• _DATA SHOWN_:
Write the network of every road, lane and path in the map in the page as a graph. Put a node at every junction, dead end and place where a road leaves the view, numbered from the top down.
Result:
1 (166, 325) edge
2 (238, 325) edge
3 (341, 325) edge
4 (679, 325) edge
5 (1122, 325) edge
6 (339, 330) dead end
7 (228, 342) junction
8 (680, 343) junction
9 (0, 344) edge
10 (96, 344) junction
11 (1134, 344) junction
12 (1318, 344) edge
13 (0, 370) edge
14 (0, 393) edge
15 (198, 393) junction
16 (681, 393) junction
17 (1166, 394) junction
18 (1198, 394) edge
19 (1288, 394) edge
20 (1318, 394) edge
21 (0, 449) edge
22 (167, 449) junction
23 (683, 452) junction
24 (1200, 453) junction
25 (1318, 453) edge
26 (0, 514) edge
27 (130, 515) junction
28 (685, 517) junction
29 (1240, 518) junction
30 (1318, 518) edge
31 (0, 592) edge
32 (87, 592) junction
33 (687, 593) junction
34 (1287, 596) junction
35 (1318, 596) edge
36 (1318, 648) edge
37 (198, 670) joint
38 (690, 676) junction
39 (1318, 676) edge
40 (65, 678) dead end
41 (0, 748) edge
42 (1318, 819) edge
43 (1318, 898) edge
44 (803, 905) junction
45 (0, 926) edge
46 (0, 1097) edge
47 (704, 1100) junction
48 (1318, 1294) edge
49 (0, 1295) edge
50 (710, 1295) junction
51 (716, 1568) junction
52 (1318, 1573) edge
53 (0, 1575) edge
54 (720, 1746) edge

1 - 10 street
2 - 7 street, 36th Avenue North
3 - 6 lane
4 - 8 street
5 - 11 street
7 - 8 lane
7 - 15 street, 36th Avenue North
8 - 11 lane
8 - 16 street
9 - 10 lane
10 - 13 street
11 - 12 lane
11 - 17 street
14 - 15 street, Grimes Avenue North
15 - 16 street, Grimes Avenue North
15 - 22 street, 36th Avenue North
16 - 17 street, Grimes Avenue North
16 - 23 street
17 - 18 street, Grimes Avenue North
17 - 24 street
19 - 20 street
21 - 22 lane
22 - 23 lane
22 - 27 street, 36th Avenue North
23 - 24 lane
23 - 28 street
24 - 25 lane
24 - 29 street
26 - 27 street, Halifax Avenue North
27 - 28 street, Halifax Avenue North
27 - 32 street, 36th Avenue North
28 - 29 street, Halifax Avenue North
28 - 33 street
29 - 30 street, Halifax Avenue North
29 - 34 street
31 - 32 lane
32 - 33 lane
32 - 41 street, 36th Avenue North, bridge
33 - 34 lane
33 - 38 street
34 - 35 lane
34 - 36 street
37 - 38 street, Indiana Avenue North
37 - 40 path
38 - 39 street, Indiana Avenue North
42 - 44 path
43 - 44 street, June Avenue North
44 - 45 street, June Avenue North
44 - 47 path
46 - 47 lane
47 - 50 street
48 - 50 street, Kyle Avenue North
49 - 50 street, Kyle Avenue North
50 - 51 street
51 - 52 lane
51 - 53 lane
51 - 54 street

• _WHAT TO DO_:
Search the records for the word "Indiana". Copy each line where it appears.

• _ANSWER SPACE_:
37 - 38 street, Indiana Avenue North
38 - 39 street, Indiana Avenue North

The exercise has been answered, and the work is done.